Gotham City zeigt die Herausforderungen
Bereits am ersten Tag in New York merke ich: Die Herausforderungen sind gewaltig. Riesige Autos, Klimaanlagen im Dauerbetrieb, Einwegverpackungen allerorten. Mein Eindruck ist, dass die uns so vertrauten Ansätze und Verhaltensmuster wie Licht aus, Motor aus, Müll trennen und Mehrweggeschirr hier praktisch nicht existent sind. Hm, lässt sich dieses Mindset überhaupt überwinden?
Klar wird mir schon in den ersten Gesprächen, dass die Mentalität bezüglich Nachhaltigkeit hier völlig anders ist als in Europa. Bei Gesprächen über „carrots and sticks“ wird deutlich: bei allen Ansätzen und technischen Lösungen stehen „Business Cases“ stets im Fokus. Wie kann ich die Lösung verkaufen? Regulierung ist nicht das erste Mittel der Wahl. Menschen und Unternehmen sollen durch Bezahlbarkeit und „Return on Invest“ motiviert werden.

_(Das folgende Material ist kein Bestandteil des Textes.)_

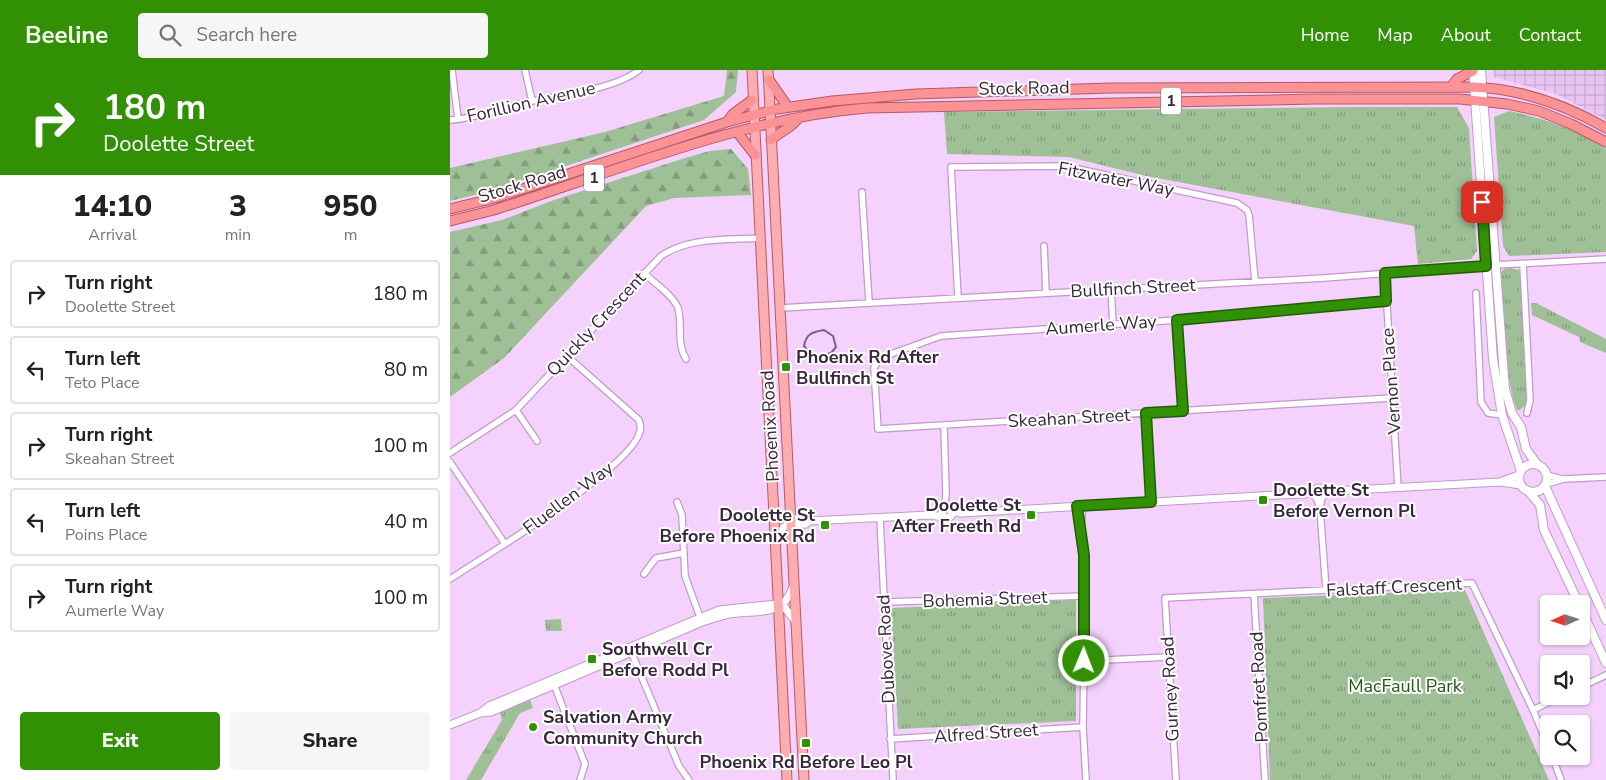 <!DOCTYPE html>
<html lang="en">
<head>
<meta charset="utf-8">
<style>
	:root { --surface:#fff; --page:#f6f6f6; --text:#222; --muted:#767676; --line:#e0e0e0; --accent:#329005 }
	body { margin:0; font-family:"Nunito Sans",sans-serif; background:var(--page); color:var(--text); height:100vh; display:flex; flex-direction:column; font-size:19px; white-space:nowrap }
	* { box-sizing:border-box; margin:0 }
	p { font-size:16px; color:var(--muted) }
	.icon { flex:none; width:28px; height:28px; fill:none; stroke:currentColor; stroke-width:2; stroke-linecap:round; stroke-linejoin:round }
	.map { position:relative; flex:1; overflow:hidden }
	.side { display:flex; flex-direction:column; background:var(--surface); width:450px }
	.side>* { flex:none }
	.hud { background:#329005; color:#fff; overflow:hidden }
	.needle { width:32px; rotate:267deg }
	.buttons { position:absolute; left:1090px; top:525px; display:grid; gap:10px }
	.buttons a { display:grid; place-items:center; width:50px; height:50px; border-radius:5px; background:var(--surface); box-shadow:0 1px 4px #0004; font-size:25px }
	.pin { position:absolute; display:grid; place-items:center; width:42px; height:42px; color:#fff; margin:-21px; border-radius:10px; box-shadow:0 2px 8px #0006 }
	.me { position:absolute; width:55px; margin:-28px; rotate:1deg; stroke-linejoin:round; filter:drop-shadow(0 0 4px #0008) }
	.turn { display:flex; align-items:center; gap:18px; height:105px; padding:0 20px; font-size:22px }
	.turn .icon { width:65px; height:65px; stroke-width:2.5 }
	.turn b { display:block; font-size:35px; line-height:42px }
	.eta { display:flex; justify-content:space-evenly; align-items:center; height:85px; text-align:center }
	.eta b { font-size:30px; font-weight:800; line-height:35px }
	.button { display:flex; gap:10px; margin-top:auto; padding:10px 20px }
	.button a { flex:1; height:58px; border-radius:5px; background:var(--accent); color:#fff; font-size:20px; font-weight:800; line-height:58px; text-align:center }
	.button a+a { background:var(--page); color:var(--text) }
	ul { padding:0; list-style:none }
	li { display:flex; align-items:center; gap:15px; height:68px; margin:0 10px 8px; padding:0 10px; border:2px solid var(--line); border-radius:5px }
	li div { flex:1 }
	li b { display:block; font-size:19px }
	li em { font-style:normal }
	header { display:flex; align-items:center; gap:30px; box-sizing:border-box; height:70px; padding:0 25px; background:var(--accent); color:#fff }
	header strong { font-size:24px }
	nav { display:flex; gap:28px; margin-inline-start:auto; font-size:18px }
	.search { width:350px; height:45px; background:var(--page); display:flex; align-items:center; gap:12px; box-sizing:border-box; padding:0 18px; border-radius:5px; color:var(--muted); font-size:19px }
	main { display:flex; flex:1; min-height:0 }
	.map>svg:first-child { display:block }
</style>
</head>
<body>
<header>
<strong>Beeline</strong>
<div class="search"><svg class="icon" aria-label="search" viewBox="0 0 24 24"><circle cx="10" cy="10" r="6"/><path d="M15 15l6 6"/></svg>Search here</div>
<nav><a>Home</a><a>Map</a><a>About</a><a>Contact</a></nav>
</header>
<main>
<section class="side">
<div class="hud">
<div class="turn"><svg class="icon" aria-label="right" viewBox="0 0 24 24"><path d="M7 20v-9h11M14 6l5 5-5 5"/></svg><div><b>180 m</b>Doolette Street</div></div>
</div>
<div class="eta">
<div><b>14:10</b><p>Arrival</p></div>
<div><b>3</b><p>min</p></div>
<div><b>950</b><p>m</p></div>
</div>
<ul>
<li><svg class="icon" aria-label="right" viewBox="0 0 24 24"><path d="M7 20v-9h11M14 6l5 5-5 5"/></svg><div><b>Turn right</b><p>Doolette Street</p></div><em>180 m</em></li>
<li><svg class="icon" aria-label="left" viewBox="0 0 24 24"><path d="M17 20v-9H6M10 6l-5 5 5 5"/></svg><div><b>Turn left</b><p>Teto Place</p></div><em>80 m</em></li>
<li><svg class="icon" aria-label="right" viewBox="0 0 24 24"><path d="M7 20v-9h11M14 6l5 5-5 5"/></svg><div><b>Turn right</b><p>Skeahan Street</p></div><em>100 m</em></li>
<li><svg class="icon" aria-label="left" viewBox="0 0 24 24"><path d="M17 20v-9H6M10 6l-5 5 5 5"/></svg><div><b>Turn left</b><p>Poins Place</p></div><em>40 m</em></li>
<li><svg class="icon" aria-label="right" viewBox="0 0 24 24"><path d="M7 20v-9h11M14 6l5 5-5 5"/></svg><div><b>Turn right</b><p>Aumerle Way</p></div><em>100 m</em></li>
</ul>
<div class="button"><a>Exit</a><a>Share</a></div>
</section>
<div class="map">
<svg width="1156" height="710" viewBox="0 0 1156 710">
	<defs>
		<pattern id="industrial-grid" width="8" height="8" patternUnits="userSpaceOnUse" patternTransform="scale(1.25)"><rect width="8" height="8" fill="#e9c4f3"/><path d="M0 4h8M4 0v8" fill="none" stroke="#c8a8d1"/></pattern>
		<pattern id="grass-tufts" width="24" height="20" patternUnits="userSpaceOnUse" patternTransform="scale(1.25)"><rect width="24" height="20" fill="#9fc097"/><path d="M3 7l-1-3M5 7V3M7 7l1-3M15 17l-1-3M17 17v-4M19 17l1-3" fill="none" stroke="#829c7c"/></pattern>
		<pattern id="forest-firs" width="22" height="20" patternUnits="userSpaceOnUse" patternTransform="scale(1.25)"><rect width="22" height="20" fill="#9fc097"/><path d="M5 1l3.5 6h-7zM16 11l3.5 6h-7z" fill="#829c7c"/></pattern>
	</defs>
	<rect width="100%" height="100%" fill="#f4d2fd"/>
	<path fill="url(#industrial-grid)" d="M1043,0H1156V50L1106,24L1044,7Z"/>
	<path fill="url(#grass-tufts)" d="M902,37H1007L1019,58L1027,181L1021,189L968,194L964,156L696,106L619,87L497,84L494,42Z
		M1059,41C1096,49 1124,58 1156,79V182L1059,186L1053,176L1044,47Z
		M1056,197L1069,200L1071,204L1078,329L1075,336L1068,341C1054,313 1054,236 1051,202Z
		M1081,233H1086L1156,269V283L1130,272L1129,267L1082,245Z
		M1015,520L1099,710H820L813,528Z
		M626,530V651L448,659L441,538Z
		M111,549L112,561H96L95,550Z
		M80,629L83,638L70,643L31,710H16L52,650L50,642Z"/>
	<path fill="url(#forest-firs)" d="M277,0H288L286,22L254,50L41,121L0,131V98L155,62L274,26Z
		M281,79L298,99L301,125L224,128L196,136L54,288L0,327V162L52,150L101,131L235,88L260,81Z"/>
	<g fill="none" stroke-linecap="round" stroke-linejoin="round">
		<path stroke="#7d5d85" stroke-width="2" d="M374,260L383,266L386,277L381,283L363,287L354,276C356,264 362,262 374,260Z"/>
		<defs>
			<path id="minor" d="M2,0L8,49
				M75,0L82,31
				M0,50C28,48 55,37 82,31C112,25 166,19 189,0
				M412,122L419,232
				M594,176L596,223
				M1073,194L1080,330L1077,343
				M1045,195L1156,189
				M194,203C204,213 223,225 228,238C233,256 226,273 236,289
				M935,203L948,418
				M661,219L663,254
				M1026,223L1031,332L1038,343L1052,345
				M508,228L501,97L614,96L787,133L797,140L799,145L805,211
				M936,231L727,250L491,266L430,288L424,298L428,359L942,328
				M330,238L874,208L1036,196
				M727,250L733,341
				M66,340L87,371
				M696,343L701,432
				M494,355L496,425L494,439
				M0,383L66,340L211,186C239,167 276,170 310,168
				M0,392L55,474C82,456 184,391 190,361C191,358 190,353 189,350L117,286
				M1097,405L1112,409
				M1096,414L1114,409L1156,407
				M866,427L870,438L876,520
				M227,432L232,445L235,506L251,550
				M627,436L634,485L635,526L633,657L636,710
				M870,438L872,427
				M430,448L443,710
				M631,456L633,436
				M194,504L206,488L234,483
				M0,509L55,474
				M804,524L815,710
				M434,532L635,526
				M180,579L229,696L239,710
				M634,591L719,587
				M103,612L135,694L130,710
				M1131,617L1156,605
				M1083,640L1112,626
				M440,669L633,657
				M1102,686L1111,710
				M726,710L715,528L1022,513L1083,640L1099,678"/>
			<path id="tertiary" d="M1052,411L1069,405
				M864 423a5 5 0 1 1 10 0a5 5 0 1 1-10 0Z
				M873,419L883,421L1050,412L1071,415
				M324,437C331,448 342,456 356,454L359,451
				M492 443a5 5 0 1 1 10 0a5 5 0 1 1-10 0Z
				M501,441L511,443L828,425L855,424L865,420
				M326,472L333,458L347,448L359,451L480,445L494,447
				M31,643L41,642L252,552C261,549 270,546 279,544C306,539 332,549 343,517
				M0,655L30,643L39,636L269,540L326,534L335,538L346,552"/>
			<path id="secondary" d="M1023,0L1043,289L1052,345L1071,401
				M1031,0L1055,319L1062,343L1071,357L1076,379L1087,394
				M1069 408a14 14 0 1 1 28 0a14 14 0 1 1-28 0Z
				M1095,416L1156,550
				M1078,421L1090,435L1094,460L1129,534
				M1131,539L1156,593"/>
			<path id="primary" d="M302,0L337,710
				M318,0L354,710"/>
			<path id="trunk" d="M319,10L338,37
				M1001,17L1007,9L1023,1
				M277,52L283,44L302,30
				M287,62L305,85
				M321,70C331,61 342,58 349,47
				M0,139L45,128L277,52L327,39L382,31L466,24L661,18L1024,17C1072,19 1114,34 1156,58
				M0,151L44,140C164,102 291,48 417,38L866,29H1010L1057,34L1089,41L1121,54L1156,72"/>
		</defs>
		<use href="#minor" stroke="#c299cd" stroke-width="8"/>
		<use href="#tertiary" stroke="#c299cd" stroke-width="9"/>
		<use href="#secondary" stroke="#c299cd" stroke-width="10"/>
		<use href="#primary" stroke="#b65a65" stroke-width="11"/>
		<use href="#trunk" stroke="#b65a65" stroke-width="11"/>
		<use href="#minor" stroke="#fff" stroke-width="5.5"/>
		<use href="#tertiary" stroke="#fff" stroke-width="7"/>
		<use href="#secondary" stroke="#fff" stroke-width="8"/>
		<use href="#primary" stroke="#fcadb0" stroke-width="9"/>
		<use href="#trunk" stroke="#fb9296" stroke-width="9"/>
	</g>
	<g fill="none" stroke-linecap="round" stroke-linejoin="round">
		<defs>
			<path id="route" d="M634,591V485L627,436L701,432L696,343L733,341L727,250L936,231L935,203L1036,196L1032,132"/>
		</defs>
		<use href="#route" stroke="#205e03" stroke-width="12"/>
		<use href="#route" stroke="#329005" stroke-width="9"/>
	</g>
	<g fill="#329005" stroke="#fff" stroke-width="2">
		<rect x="331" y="292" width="10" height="10" rx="2.5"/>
		<rect x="808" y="425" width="10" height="10" rx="2.5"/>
		<rect x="576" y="440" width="10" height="10" rx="2.5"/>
		<rect x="370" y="450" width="10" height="10" rx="2.5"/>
		<rect x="137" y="584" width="10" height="10" rx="2.5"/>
		<circle cx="83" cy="657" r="5"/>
		<rect x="351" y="668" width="10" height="10" rx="2.5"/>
	</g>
	<g text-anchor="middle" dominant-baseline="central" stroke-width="4" stroke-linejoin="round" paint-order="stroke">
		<g fill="#fff" stroke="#736876" stroke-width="1">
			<rect x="711" y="17.5" width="20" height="27" rx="4"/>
			<rect x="134" y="94.5" width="20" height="27" rx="4"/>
		</g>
		<g font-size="16" font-weight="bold" fill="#37273b">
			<text x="721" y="31">1</text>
			<text x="144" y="108">1</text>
		</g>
		<g font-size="18" fill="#37273b" stroke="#fff">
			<text transform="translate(574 18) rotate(-1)">Stock Road</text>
			<text transform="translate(81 32) rotate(-13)">Forillion Avenue</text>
			<text transform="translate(666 109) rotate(11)">Fitzwater Way</text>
			<text transform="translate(72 114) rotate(-17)">Stock Road</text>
			<text transform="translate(683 218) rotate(-3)">Bullfinch Street</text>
			<text transform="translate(146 254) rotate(-47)">Quickly Crescent</text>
			<text transform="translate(651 255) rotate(-4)">Aumerle Way</text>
			<text transform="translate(941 311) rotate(-94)">Vernon Place</text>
			<text transform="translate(619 348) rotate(-3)">Skeahan Street</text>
			<text transform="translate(320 356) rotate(-93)">Phoenix Road</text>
			<text transform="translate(118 428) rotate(-37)">Fluellen Way</text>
			<text transform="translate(944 517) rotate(-3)">Falstaff Crescent</text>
			<text transform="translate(535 529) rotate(-2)">Bohemia Street</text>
			<text transform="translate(436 579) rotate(-93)">Dubove Road</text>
			<text transform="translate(809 617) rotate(-93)">Pomfret Road</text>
			<text transform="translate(720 619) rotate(-93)">Gurney Road</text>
			<text transform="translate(536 663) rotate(-4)">Alfred Street</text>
		</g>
		<g font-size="18" font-weight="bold" fill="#37273b" stroke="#fff" text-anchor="start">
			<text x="346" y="287">Phoenix Rd After<tspan x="346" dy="21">Bullfinch St</tspan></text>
			<text x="823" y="420">Doolette St<tspan x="823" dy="21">Before Vernon Pl</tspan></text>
			<text x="571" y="435" text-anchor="end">Doolette St<tspan x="571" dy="21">After Freeth Rd</tspan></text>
			<text x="365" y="445" text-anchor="end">Doolette St<tspan x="365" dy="21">Before Phoenix Rd</tspan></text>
			<text x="152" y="579">Southwell Cr<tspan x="152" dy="21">Before Rodd Pl</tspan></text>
			<text x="93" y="647">Salvation Army<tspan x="93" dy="21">Community Church</tspan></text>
			<text x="356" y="692" text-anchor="middle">Phoenix Rd Before Leo Pl</text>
		</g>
		<g font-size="18" fill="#235812" stroke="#fff">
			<text x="955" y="616">MacFaull Park</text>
		</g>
	</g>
</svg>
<div class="buttons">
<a><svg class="needle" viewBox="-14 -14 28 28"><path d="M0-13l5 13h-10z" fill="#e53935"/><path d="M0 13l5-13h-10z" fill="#767676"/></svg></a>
<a><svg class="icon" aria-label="sound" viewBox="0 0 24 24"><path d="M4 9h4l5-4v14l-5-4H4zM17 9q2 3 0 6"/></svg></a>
<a><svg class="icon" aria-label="search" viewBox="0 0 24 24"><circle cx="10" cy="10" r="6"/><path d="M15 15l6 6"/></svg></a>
</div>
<div class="pin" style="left:1032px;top:132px;background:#d93025"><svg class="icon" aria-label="arrive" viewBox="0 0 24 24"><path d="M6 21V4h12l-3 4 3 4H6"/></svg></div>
<svg class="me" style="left:634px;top:591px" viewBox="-20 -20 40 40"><circle r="17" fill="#329005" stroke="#fff" stroke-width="3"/><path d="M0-11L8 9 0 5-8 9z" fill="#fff"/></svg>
</div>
</main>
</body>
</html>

Das ist nicht selten eine große Herausforderung. Michael Reed von der NYSERDA erklärt uns beispielsweise, dass die meisten Gebäude in New York City mit Dampf geheizt werden. Modernisierung im Bestand bei Wolkenkratzern, die oft vor 1945 bebaut wurden, ist sehr teuer und damit für die Eigentümergesellschaften, denen es um Rendite geht, nicht erstrebenswert.
The Big Apple zeigt Chancen auf
Bei allen Schattenseiten lernen wir auf der anderen Seite viele Initiativen und Ansätze kennen, die vor Kreativität und Zuversicht nur so strotzen! Keine Spur von der den Deutschen zugeschriebenen Zögerlichkeit, die man hier „German Angst“ nennt! So spricht Hendrik Hamann, der seit 19 Jahren in den USA lebt und bei IBM arbeitet, zuversichtlich über AI und Quantencomputer in der Klimaforschung, Materialentwicklung, Wettervorhersage, …
Bezüglich Infrastruktur erläutert uns Tom Abdallah von der MTA, die täglich 11 Mio. Menschen in und um New York transportiert, dass eine Modernisierung in einer Stadt, die niemals schläft, an einem System, das 24/7 läuft, sehr schwierig ist! Dennoch wird an Prozessen zur Bremskraftrückgewinnung in den U-Bahnen und Energiespeicherung entlang der Strecken gearbeitet. Die Bereitschaft, nachhaltiger zu werden, ist also durchaus vorhanden.
Von der Dachterrasse der ASME schaue ich auf die Häuserschluchten Manhattans. Andererseits flaniere ich durch die grünen Oasen der Highline! Ich lerne viele Initiativen kennen, die mir zeigen, dass es an vielen Stellen einen bemerkenswerten Willen gibt, den „American Way of Life“ durch innovative Ansätze nachhaltiger zu gestalten und neue Ideen zu integrieren.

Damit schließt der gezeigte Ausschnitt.